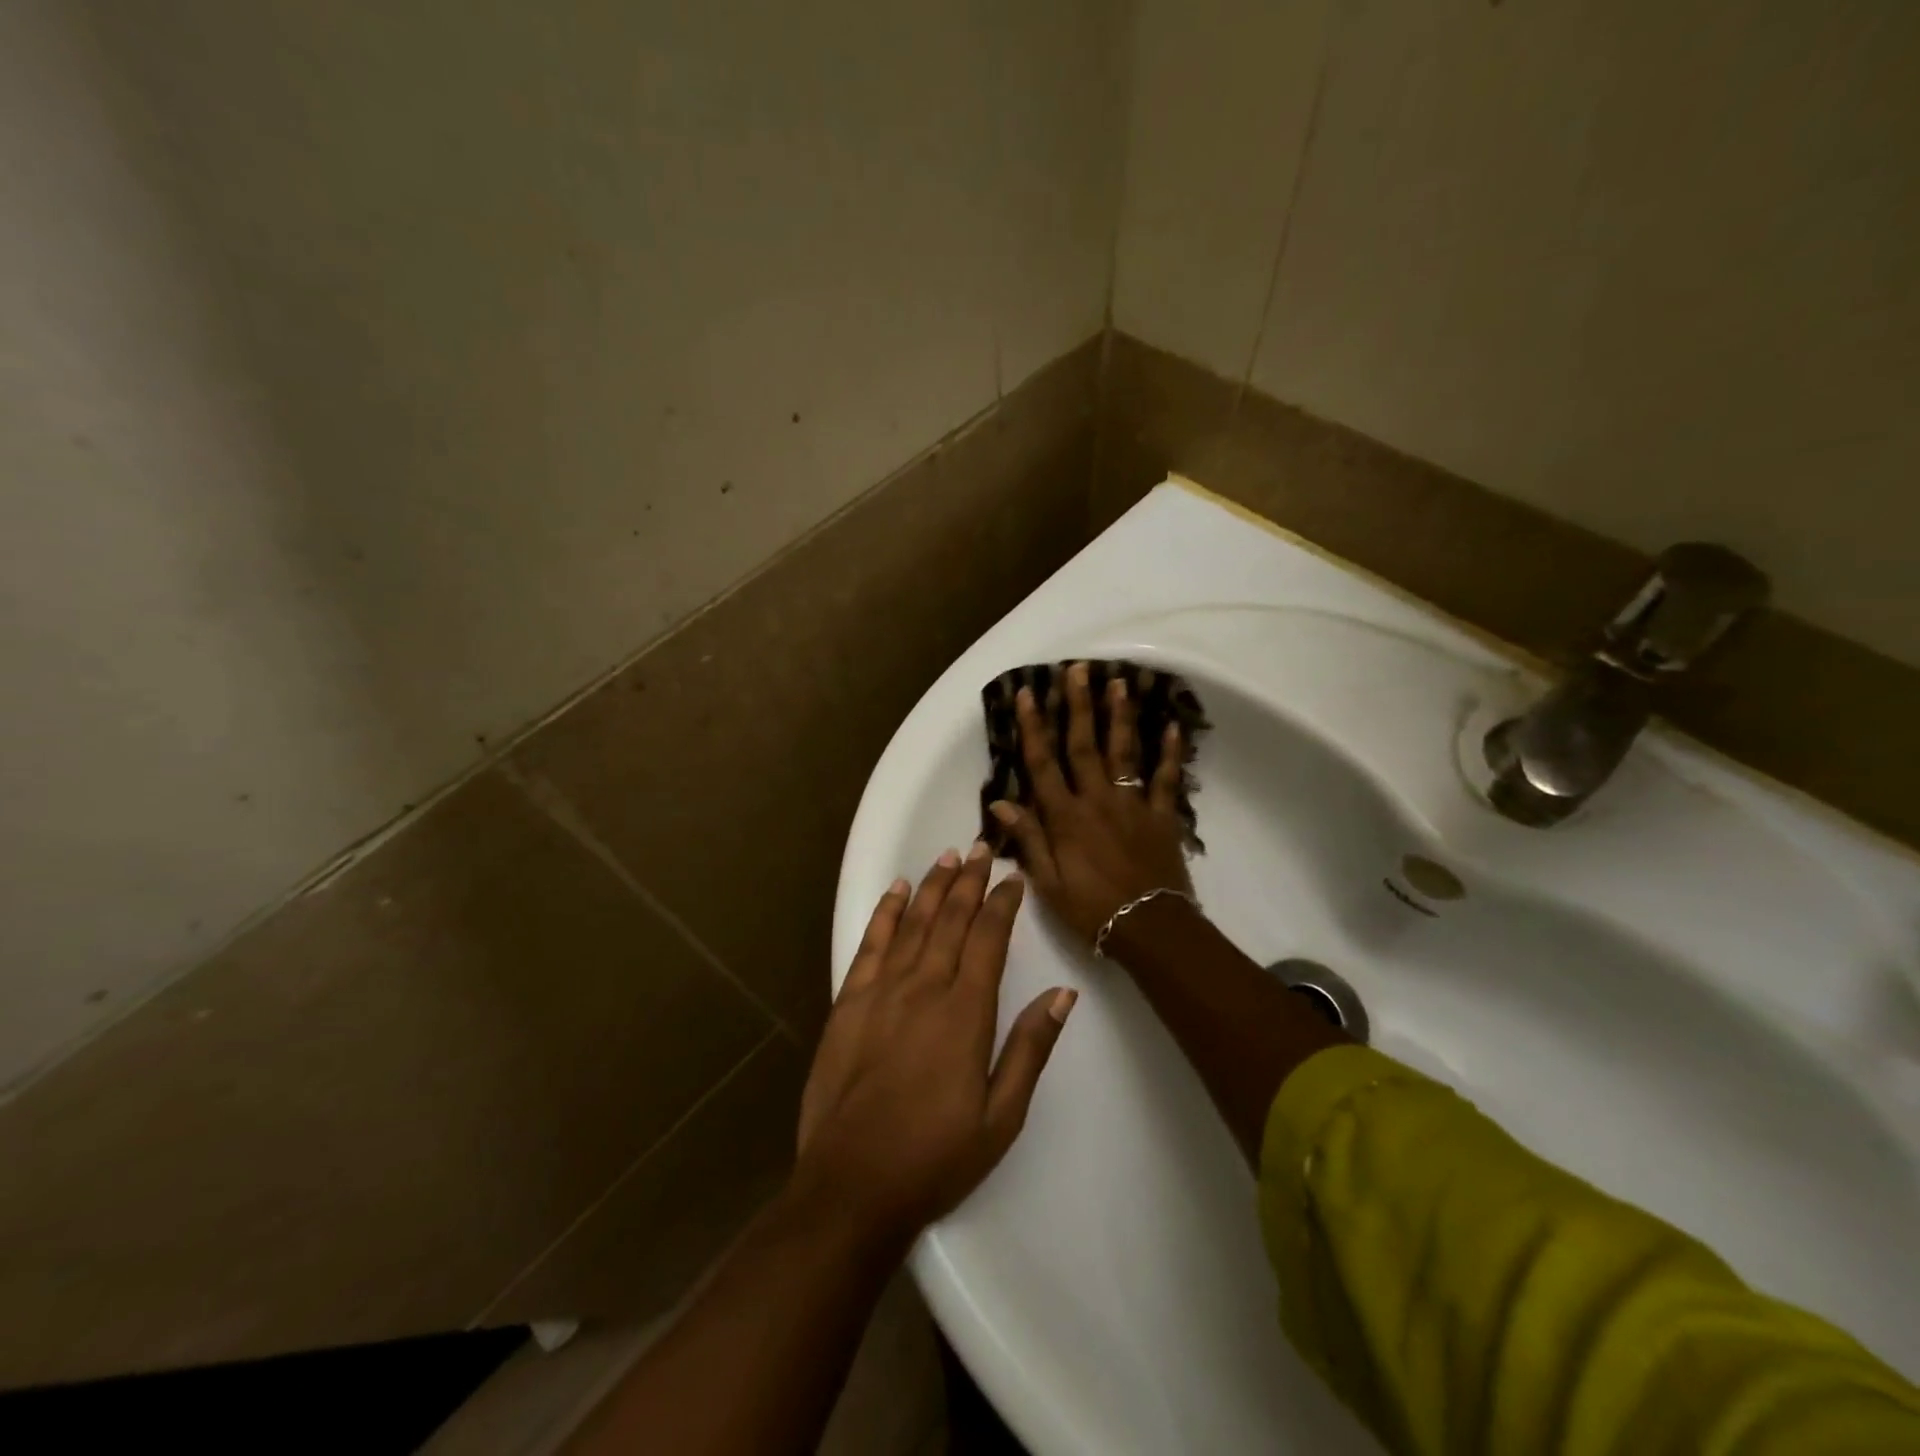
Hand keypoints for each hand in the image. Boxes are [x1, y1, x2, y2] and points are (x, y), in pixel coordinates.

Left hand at [795, 845, 1075, 1241]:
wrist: (851, 1186)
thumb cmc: (935, 1157)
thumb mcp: (1001, 1116)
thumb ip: (1030, 1048)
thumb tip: (1063, 994)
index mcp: (965, 1013)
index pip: (988, 939)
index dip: (1002, 903)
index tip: (1013, 877)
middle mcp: (924, 988)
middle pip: (951, 920)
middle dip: (970, 881)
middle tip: (981, 848)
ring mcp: (881, 991)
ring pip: (913, 923)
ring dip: (933, 886)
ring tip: (949, 856)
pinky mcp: (848, 1002)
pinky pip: (871, 944)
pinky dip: (885, 912)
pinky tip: (897, 890)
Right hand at [989, 661, 1193, 945]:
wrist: (1148, 928)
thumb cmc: (1091, 908)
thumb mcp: (1047, 882)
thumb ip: (1027, 838)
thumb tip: (1001, 800)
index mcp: (1065, 817)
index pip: (1042, 764)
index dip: (1033, 727)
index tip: (1028, 694)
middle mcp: (1097, 800)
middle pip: (1084, 745)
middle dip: (1078, 706)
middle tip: (1077, 670)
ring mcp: (1132, 804)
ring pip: (1124, 752)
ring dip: (1120, 716)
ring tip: (1119, 682)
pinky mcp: (1161, 816)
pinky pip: (1167, 779)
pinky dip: (1171, 753)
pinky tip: (1172, 726)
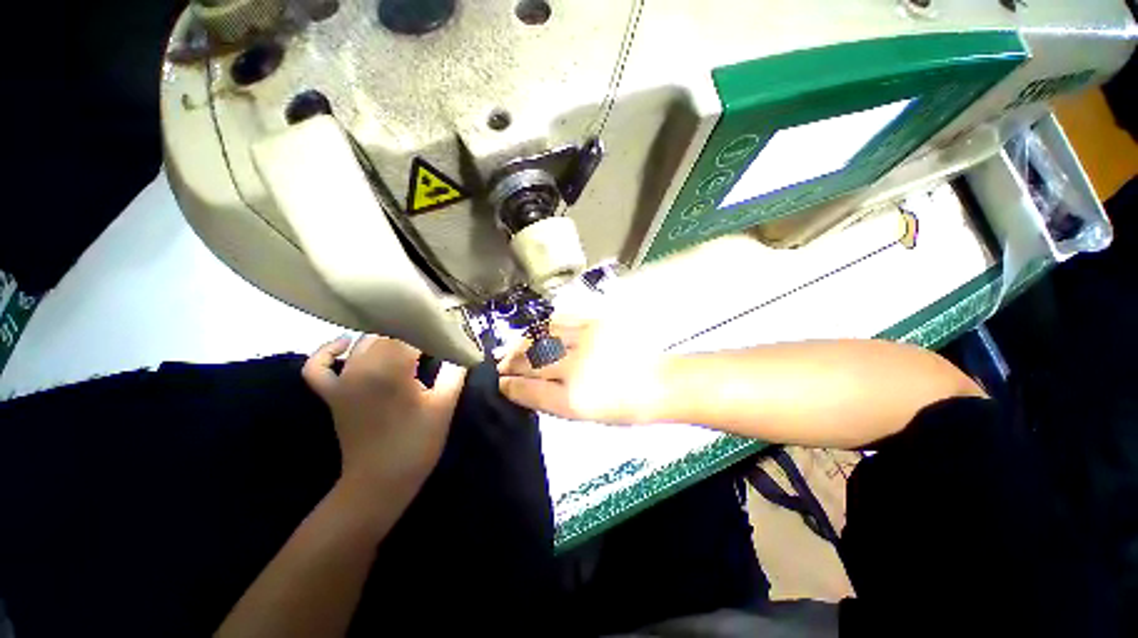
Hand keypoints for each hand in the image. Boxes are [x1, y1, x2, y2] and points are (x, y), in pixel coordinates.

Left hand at [303, 335, 466, 498]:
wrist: (380, 482)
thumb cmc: (417, 443)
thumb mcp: (444, 405)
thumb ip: (454, 371)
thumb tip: (462, 349)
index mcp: (392, 370)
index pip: (412, 332)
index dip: (432, 328)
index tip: (450, 330)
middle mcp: (362, 368)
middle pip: (388, 333)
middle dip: (412, 330)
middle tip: (434, 336)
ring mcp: (342, 380)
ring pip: (362, 343)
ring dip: (386, 337)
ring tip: (409, 340)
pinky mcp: (330, 394)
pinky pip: (318, 365)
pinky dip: (328, 350)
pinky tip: (346, 344)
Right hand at [497, 315, 666, 424]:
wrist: (659, 383)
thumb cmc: (624, 406)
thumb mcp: (584, 416)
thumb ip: (551, 401)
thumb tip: (524, 388)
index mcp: (574, 399)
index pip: (529, 390)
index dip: (509, 386)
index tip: (500, 383)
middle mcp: (577, 368)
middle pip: (531, 361)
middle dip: (511, 363)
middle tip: (501, 363)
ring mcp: (587, 341)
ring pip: (542, 336)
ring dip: (523, 342)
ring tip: (515, 346)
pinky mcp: (597, 322)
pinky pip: (562, 319)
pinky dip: (545, 325)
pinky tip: (538, 330)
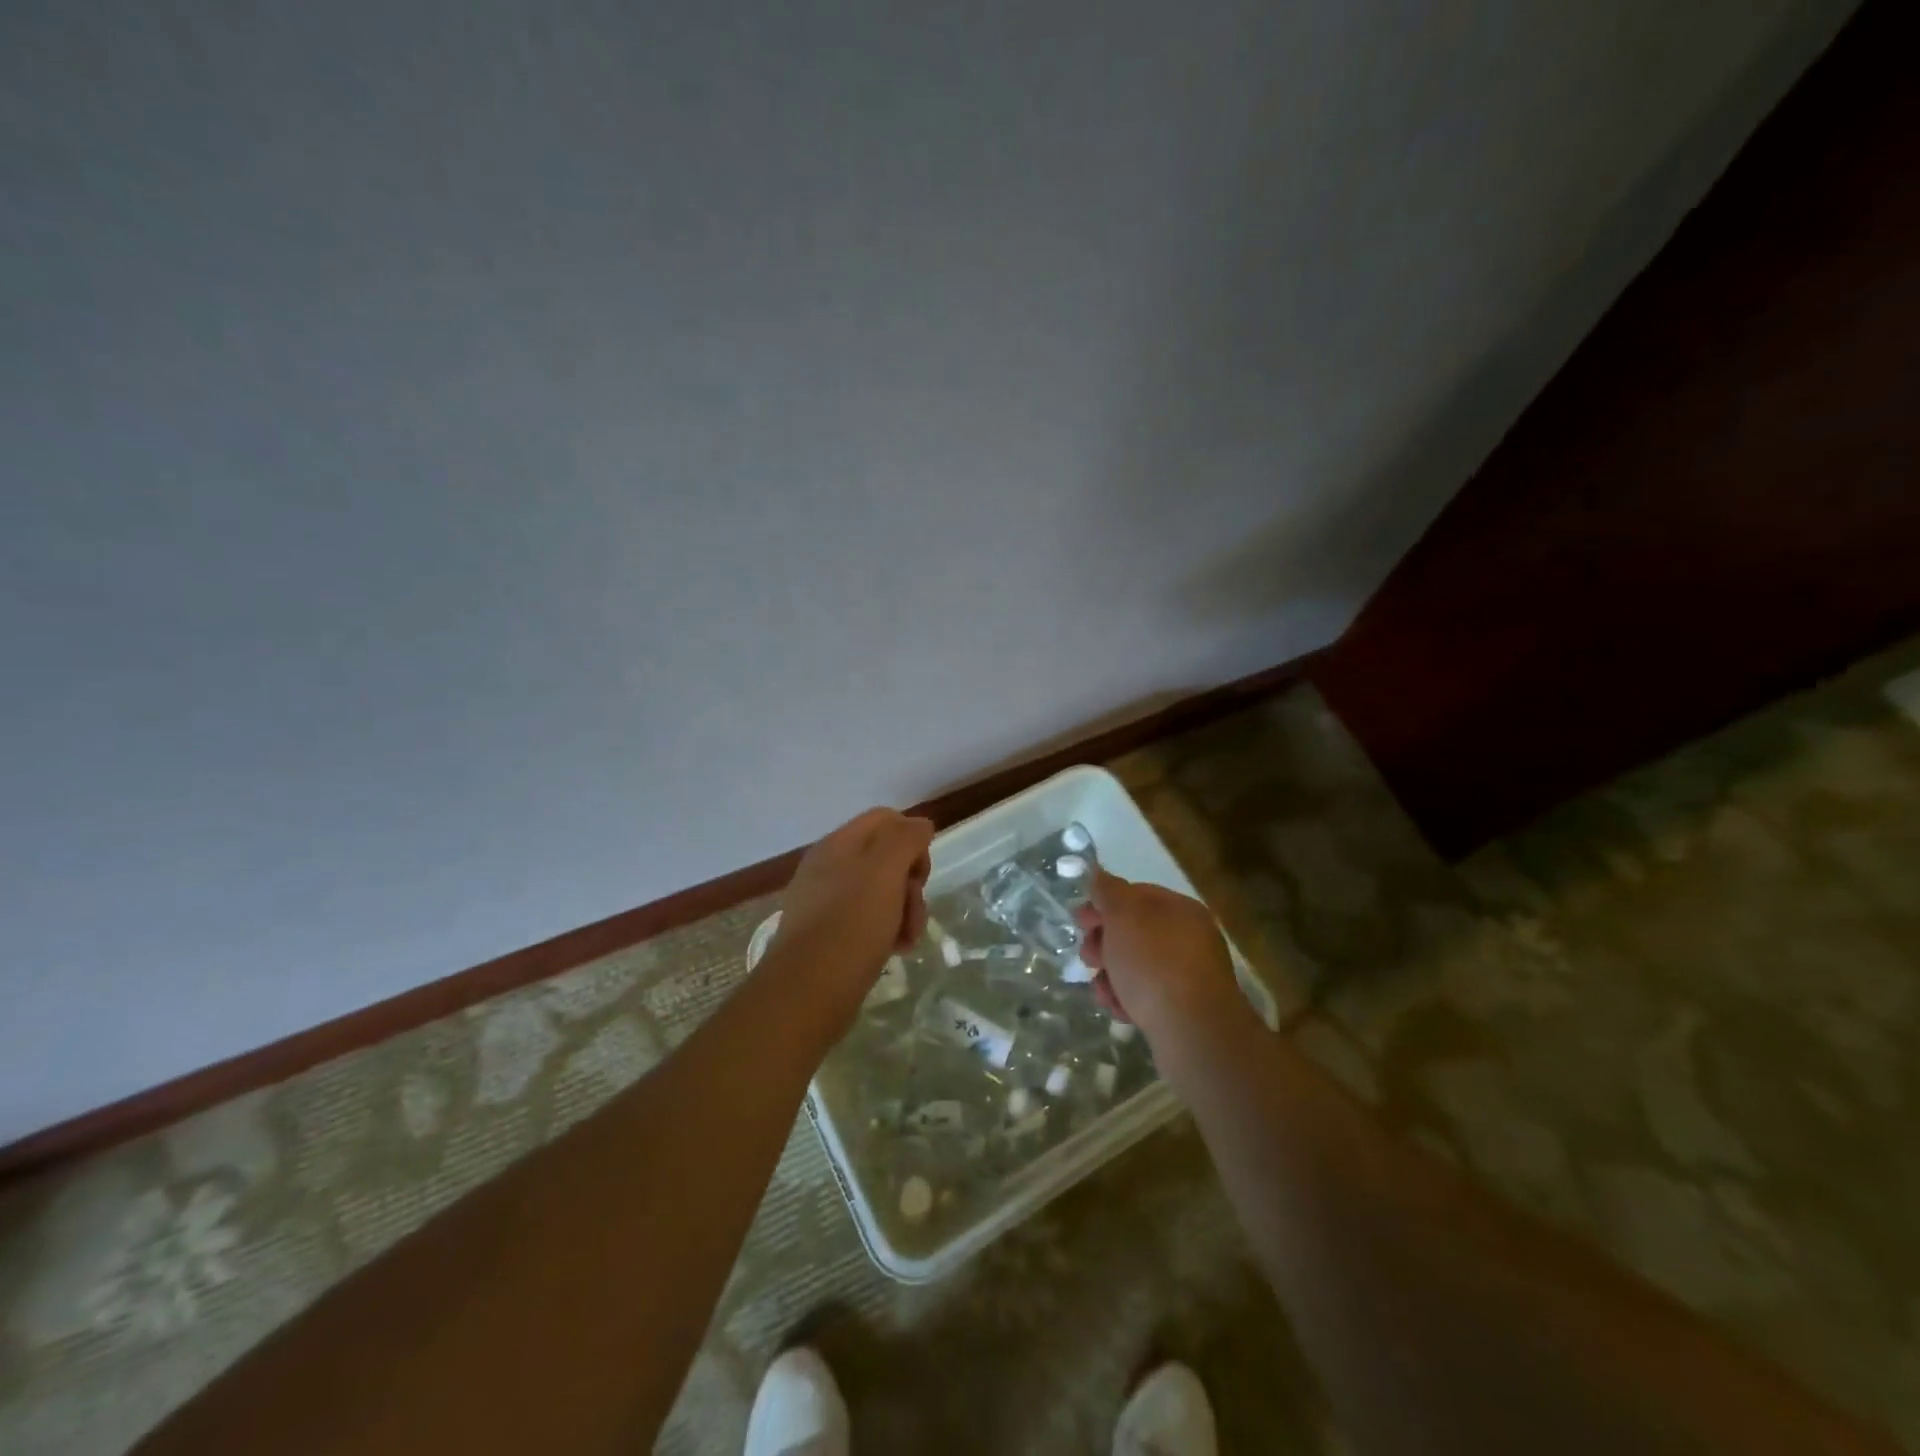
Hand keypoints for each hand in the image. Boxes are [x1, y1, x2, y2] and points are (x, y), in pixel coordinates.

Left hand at [765, 807, 933, 1026]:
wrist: (807, 992)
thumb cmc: (850, 925)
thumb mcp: (884, 871)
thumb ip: (905, 839)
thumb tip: (920, 825)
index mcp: (837, 844)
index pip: (886, 820)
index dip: (912, 839)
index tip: (921, 872)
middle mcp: (829, 868)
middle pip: (887, 858)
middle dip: (911, 883)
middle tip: (915, 910)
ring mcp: (826, 903)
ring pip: (881, 892)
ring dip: (905, 911)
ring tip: (908, 940)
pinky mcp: (829, 936)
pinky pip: (868, 921)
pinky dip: (887, 931)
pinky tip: (895, 950)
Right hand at [1073, 865, 1252, 1048]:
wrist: (1193, 1031)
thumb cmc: (1154, 963)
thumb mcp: (1124, 916)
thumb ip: (1109, 892)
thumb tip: (1100, 874)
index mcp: (1180, 909)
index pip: (1136, 895)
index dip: (1103, 905)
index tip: (1079, 922)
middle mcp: (1190, 938)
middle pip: (1135, 932)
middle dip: (1104, 944)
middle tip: (1087, 958)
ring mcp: (1190, 975)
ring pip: (1137, 967)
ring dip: (1111, 975)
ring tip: (1102, 991)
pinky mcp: (1185, 1010)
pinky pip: (1149, 996)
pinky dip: (1129, 999)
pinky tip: (1119, 1010)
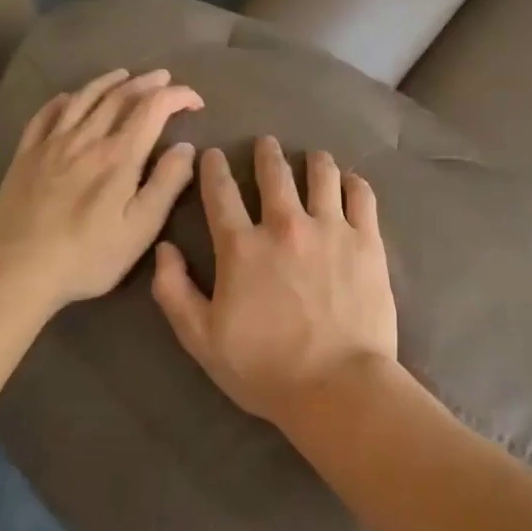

> [Aim of the exercise]: Only the lines from the one containing "ring tip: (409, 340)" through the final line of the data are to be written out, exactly as they stand and without pictures.

> [Answer to the problem]:
ring tip: (409, 340)
pinky mcp: (330, 394)
pinky pip: (318, 365)
pinky dip: (328, 350)
pinky tip: (346, 344)
Right hand at [497, 315, 666, 424]:
wrist: (659, 383)
thumb cmc: (624, 406)
thumb mcp: (584, 416)
thumb ip: (551, 401)
thumb tip: (524, 388)
index mcp: (574, 399)
index pip: (529, 390)
index dip: (509, 386)
index tip: (500, 383)
middle mcp: (577, 368)
middle pip: (531, 361)
middle dip: (511, 363)
middle tip: (501, 363)
ring mcp: (587, 341)
ring pip: (542, 336)
ring dip: (523, 342)
ring tip: (515, 346)
pinky mcp: (597, 322)
pinky pip: (562, 319)
pinky dip: (545, 325)
pinky tip: (538, 330)
Hand keypoints for each hand in the image. Boxes are [x1, y1, x2, y2] and points are (x, y), in pixel coordinates.

Left hand at [765, 807, 933, 1026]:
wrist: (807, 992)
thumb cmc: (850, 925)
thumb mcp: (884, 871)
thumb ip: (905, 839)
thumb tip: (920, 825)
index mcp: (837, 844)
index pip: (886, 820)
index dip: (912, 839)
index tip: (921, 872)
middle mcp: (829, 868)
middle pip: (887, 858)
middle dip: (911, 883)
middle tip: (915, 910)
ring mcp: (826, 903)
ring pip: (881, 892)
ring dip: (905, 911)
ring tip: (908, 940)
pinky mcp: (829, 936)
pinky pip: (868, 921)
pinky dip: (887, 931)
pinky tip: (895, 950)
Right hand at [1073, 865, 1252, 1048]:
wrist: (1193, 1031)
thumb cmc: (1154, 963)
thumb mcp: (1124, 916)
thumb ip: (1109, 892)
thumb tip: (1100, 874)
index mcp: (1180, 909)
index pip: (1136, 895)
index dip: (1103, 905)
index tip: (1079, 922)
middle mcp: (1190, 938)
middle pip: (1135, 932)
middle dip: (1104, 944)
middle tip: (1087, 958)
ring mcp: (1190, 975)
ring pip: (1137, 967)
ring dip: (1111, 975)
ring tip: (1102, 991)
pinky mcp: (1185, 1010)
pinky pip: (1149, 996)
pinky dip: (1129, 999)
pinky tip: (1119, 1010)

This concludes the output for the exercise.